Fenomena ini melanjutkan tren penyusutan populasi yang telah terjadi dalam beberapa tahun terakhir. Pada 2023, populasi China menyusut sebesar 2,8 juta jiwa, sementara pada 2022 angka penurunannya mencapai sekitar 850 ribu jiwa.
“Pada akhir 2024, jumlah penduduk China tercatat 1,408 miliar, turun dari 1,410 miliar pada tahun sebelumnya,” demikian bunyi laporan resmi yang dikutip dari AFP.
Menurut Darren Tay, Kepala Risiko Negara Asia di BMI, penurunan populasi ini berpotensi mengancam stabilitas angkatan kerja China dan dapat berdampak pada pertumbuhan Produk Domestik Bruto (PDB) selama dekade mendatang.
Laporan dari Economic Intelligence Unit (EIU) bahkan memprediksi bahwa populasi China akan terus menyusut hingga mencapai 1,317 miliar jiwa pada 2050, dan bisa berkurang drastis menjadi 732 juta jiwa pada 2100.
Biaya Hidup Tinggi, Warga China Enggan Punya Anak
Menurut Tianchen Xu, ekonom senior EIU, laju penurunan kesuburan di China terjadi lebih cepat dibandingkan negara lain di kawasan Asia seperti Jepang dan Korea Selatan.
Salah satu faktor utama penyebab rendahnya angka kelahiran adalah tingginya biaya hidup, terutama dalam membesarkan anak. Darren Tay menjelaskan bahwa semakin maju suatu negara, semakin tinggi pula biaya yang diperlukan untuk membesarkan anak, karena kebutuhan akan pendidikan dan keterampilan semakin kompleks.

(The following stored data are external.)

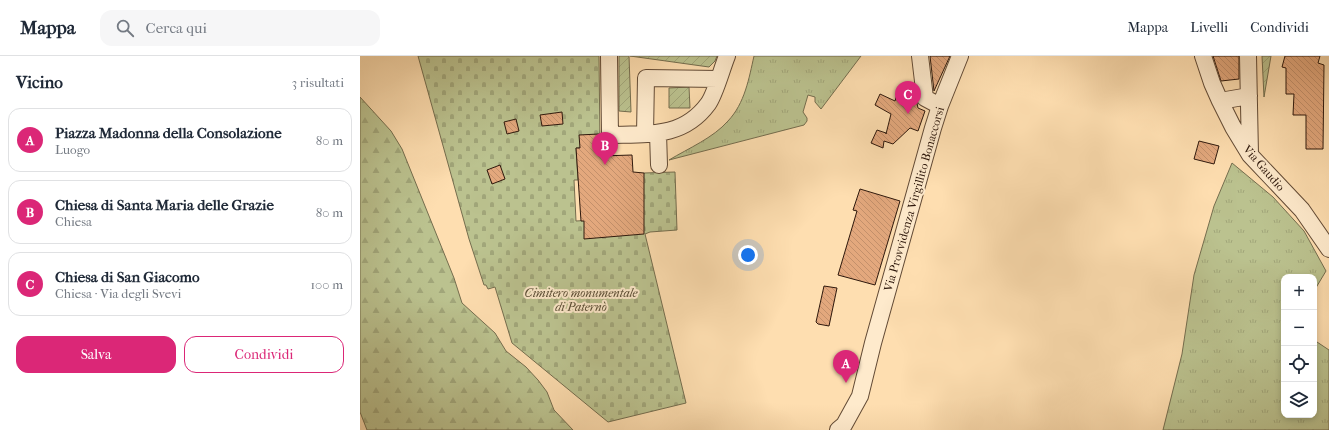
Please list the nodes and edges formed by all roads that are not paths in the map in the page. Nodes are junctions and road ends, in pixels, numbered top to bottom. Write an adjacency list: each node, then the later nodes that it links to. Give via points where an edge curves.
1 (609, 56): 11 (street, via 610,135)
2 (727, 56): 7 (street)
3 (920, 56): 10 (street, via 925,98)
4 (960, 56): 10 (street, Via Provvidenza Virgillito Bonaccorsi)
5 (1203, 56): 9 (street, Via Gaudio)
6 (1248, 56): 8 (street)
7 (718, 79): 11 (street, via 708,103 689,124 671,131); 11 (street, via 646,78)
8 (1249, 96): 9 (street); 12 (street)
9 (1220, 101): 12 (street, Via Gaudio)
10 (940, 106): 15 (street, Via Provvidenza Virgillito Bonaccorsi, via 860,396 844,425)
11 (652, 134): 13 (street)
12 (1250, 155): 14 (street, Via Gaudio, via 1302,210)
13 (659, 165)
14 (1329, 250)
15 (838, 430)

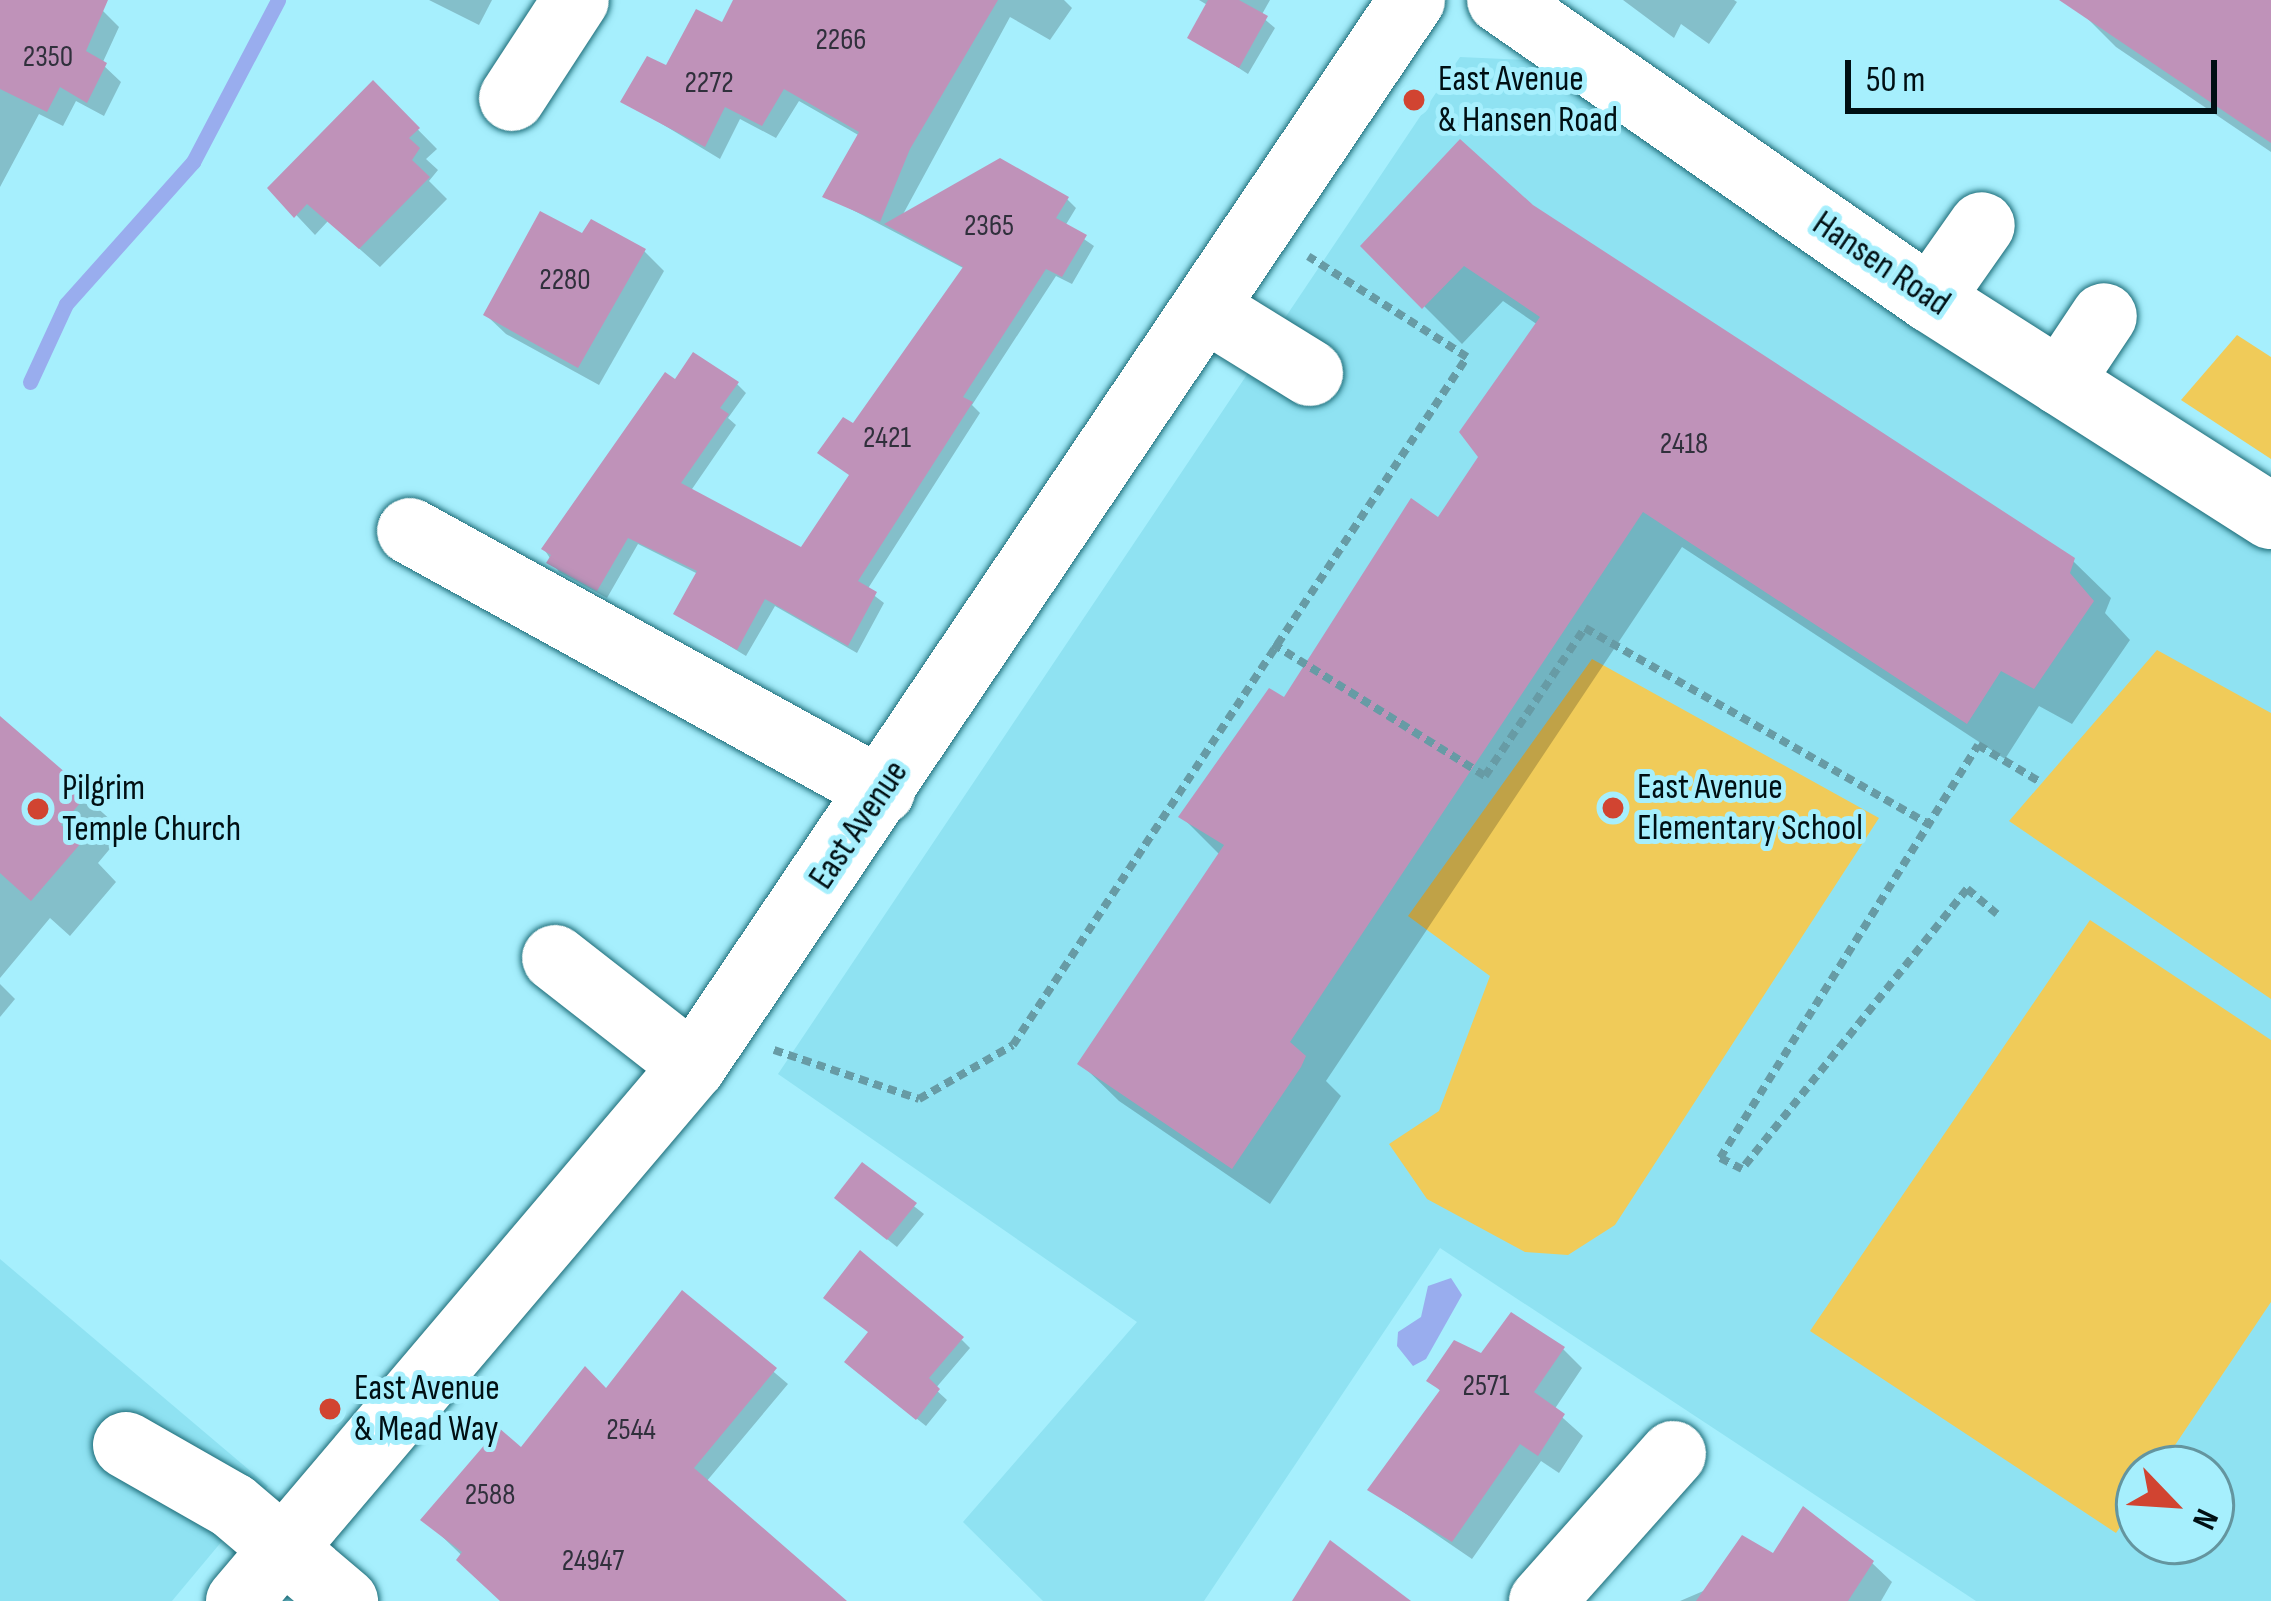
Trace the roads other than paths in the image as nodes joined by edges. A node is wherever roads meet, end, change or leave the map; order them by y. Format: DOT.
graph roads {
  1 [pos="576,0"];
  2 [pos="1412,0"];
  3 [pos="1500,0"];
  4 [pos="512,98"];
  5 [pos="1982,225"];
  6 [pos="1930,299"];
  7 [pos="1208,310"];
  8 [pos="2104,316"];
  9 [pos="1310,373"];
  10 [pos="2060,382"];
  11 [pos="2271,516"];
  12 [pos="410,531"];
  13 [pos="882,791"];
  14 [pos="555,958"];
  15 [pos="693,1066"];
  16 [pos="126,1445"];
  17 [pos="1673,1454"];
  18 [pos="286,1548"];
  19 [pos="239,1601"];
  20 [pos="345,1601"];
  21 [pos="1542,1601"];
  1 -- 4 [label="street"];
  2 -- 7 [label="street, East Avenue"];
  3 -- 6 [label="street, Hansen Road"];
  5 -- 6 [label="street"];
  6 -- 10 [label="street, Hansen Road"];
  7 -- 9 [label="street"];
  7 -- 13 [label="street, East Avenue"];
  8 -- 10 [label="street"];
  10 -- 11 [label="street, Hansen Road"];
  12 -- 13 [label="street"];
  13 -- 15 [label="street, East Avenue"];
  14 -- 15 [label="street"];
  15 -- 18 [label="street, East Avenue"];
  16 -- 18 [label="street"];
  17 -- 21 [label="street"];
  18 -- 19 [label="street, East Avenue"];
  18 -- 20 [label="street"];
}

“Di negara dengan ekonomi maju, membesarkan anak membutuhkan investasi besar karena tuntutan keterampilan dan pendidikan yang semakin tinggi,” ujarnya.

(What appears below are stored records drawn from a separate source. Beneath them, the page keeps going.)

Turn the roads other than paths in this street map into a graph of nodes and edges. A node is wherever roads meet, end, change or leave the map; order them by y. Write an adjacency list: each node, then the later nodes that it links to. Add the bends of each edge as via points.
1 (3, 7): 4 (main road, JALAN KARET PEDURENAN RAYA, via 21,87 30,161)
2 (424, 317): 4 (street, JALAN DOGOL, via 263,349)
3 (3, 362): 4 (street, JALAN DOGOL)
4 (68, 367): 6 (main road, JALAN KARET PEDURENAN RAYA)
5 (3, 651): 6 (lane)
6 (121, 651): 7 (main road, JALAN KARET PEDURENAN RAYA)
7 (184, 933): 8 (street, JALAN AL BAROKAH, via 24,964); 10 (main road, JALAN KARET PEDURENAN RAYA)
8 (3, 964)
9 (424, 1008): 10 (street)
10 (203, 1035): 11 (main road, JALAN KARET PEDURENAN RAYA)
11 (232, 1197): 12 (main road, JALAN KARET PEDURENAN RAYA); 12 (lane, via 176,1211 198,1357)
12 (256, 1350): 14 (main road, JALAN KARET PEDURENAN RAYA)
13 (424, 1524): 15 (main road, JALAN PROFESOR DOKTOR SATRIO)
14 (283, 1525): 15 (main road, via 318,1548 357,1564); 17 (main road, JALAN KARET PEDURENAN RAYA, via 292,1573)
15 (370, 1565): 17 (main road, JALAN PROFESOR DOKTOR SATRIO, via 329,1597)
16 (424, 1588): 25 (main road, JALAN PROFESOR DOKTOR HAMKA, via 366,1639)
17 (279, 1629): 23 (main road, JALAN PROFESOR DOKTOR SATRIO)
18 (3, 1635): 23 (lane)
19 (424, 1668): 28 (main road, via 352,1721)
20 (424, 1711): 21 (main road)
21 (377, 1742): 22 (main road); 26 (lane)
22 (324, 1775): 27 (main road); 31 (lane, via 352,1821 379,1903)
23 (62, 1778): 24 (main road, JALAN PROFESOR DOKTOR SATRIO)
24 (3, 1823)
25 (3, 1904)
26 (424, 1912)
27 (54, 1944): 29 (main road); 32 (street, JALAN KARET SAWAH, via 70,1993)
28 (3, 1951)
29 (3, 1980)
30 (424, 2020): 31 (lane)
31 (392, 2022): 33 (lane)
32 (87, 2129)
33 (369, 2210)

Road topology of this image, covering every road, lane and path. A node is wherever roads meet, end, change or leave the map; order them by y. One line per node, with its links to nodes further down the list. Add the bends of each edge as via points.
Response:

Selain menghadapi krisis kelahiran, China juga berpotensi mengalami lonjakan beban fiskal akibat meningkatnya jumlah warga lanjut usia yang membutuhkan dukungan pensiun.

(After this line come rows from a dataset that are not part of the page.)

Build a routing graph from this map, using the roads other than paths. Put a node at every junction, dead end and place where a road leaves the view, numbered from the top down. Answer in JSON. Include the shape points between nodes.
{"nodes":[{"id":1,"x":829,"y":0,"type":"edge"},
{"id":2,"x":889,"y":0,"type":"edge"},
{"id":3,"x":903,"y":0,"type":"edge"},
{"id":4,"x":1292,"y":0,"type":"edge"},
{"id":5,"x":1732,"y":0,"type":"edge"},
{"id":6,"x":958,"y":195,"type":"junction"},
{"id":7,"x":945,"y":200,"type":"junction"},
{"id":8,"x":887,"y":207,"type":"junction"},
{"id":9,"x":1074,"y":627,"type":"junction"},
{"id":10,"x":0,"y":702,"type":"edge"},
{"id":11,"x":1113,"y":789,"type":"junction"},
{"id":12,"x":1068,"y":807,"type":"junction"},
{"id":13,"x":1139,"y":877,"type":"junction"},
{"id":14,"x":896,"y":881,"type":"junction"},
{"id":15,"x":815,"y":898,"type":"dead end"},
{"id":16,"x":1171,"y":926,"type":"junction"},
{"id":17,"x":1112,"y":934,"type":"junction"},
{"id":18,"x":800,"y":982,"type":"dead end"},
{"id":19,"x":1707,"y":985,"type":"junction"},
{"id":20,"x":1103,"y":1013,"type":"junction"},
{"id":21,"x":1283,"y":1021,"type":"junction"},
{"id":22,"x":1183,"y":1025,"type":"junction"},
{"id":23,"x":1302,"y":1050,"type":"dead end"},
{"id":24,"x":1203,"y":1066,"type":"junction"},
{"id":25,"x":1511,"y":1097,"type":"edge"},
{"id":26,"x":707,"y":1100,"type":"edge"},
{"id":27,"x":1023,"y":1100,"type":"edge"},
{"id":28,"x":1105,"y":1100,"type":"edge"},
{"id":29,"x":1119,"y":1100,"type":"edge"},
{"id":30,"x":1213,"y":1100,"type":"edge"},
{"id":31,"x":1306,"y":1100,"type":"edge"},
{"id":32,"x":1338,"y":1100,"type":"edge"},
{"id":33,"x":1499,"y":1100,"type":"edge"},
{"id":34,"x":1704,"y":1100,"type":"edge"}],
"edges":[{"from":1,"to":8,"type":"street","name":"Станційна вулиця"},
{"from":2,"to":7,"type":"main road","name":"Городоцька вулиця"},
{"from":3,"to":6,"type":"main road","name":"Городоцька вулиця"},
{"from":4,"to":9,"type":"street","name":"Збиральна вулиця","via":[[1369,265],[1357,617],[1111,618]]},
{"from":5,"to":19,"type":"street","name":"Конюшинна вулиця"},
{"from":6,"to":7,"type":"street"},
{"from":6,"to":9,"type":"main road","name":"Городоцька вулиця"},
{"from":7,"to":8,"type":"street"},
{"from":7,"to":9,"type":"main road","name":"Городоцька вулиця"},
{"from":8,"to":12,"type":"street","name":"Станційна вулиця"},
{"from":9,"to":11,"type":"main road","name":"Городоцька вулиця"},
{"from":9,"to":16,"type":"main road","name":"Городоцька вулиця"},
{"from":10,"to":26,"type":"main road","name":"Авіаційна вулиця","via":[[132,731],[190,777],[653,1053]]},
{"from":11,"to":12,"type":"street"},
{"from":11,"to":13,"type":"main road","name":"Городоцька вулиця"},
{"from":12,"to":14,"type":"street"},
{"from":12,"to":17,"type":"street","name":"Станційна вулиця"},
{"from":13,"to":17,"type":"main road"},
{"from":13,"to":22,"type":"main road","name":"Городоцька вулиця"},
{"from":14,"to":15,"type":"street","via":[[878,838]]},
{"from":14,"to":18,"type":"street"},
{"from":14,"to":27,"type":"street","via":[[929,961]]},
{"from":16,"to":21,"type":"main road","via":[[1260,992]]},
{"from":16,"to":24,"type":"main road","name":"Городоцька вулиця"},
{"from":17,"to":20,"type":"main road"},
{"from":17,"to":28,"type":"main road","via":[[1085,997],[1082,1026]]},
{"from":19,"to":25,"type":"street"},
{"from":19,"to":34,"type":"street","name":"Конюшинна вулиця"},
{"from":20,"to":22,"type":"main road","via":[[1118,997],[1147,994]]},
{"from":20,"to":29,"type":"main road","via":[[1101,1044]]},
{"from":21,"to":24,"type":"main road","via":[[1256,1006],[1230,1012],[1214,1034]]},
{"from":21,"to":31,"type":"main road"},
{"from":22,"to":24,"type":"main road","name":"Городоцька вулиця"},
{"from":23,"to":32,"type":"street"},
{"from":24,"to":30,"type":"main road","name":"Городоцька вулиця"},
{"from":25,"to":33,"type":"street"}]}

Menurut laporan EIU, salah satu solusi yang dapat meringankan tekanan ekonomi akibat populasi menua adalah dengan menaikkan usia pensiun menjadi 65 tahun pada 2035. Langkah ini diperkirakan dapat mengurangi defisit anggaran pensiun hingga 20% serta meningkatkan manfaat pensiun bersih sebesar 30%, sehingga mengurangi beban bagi pemerintah dan masyarakat.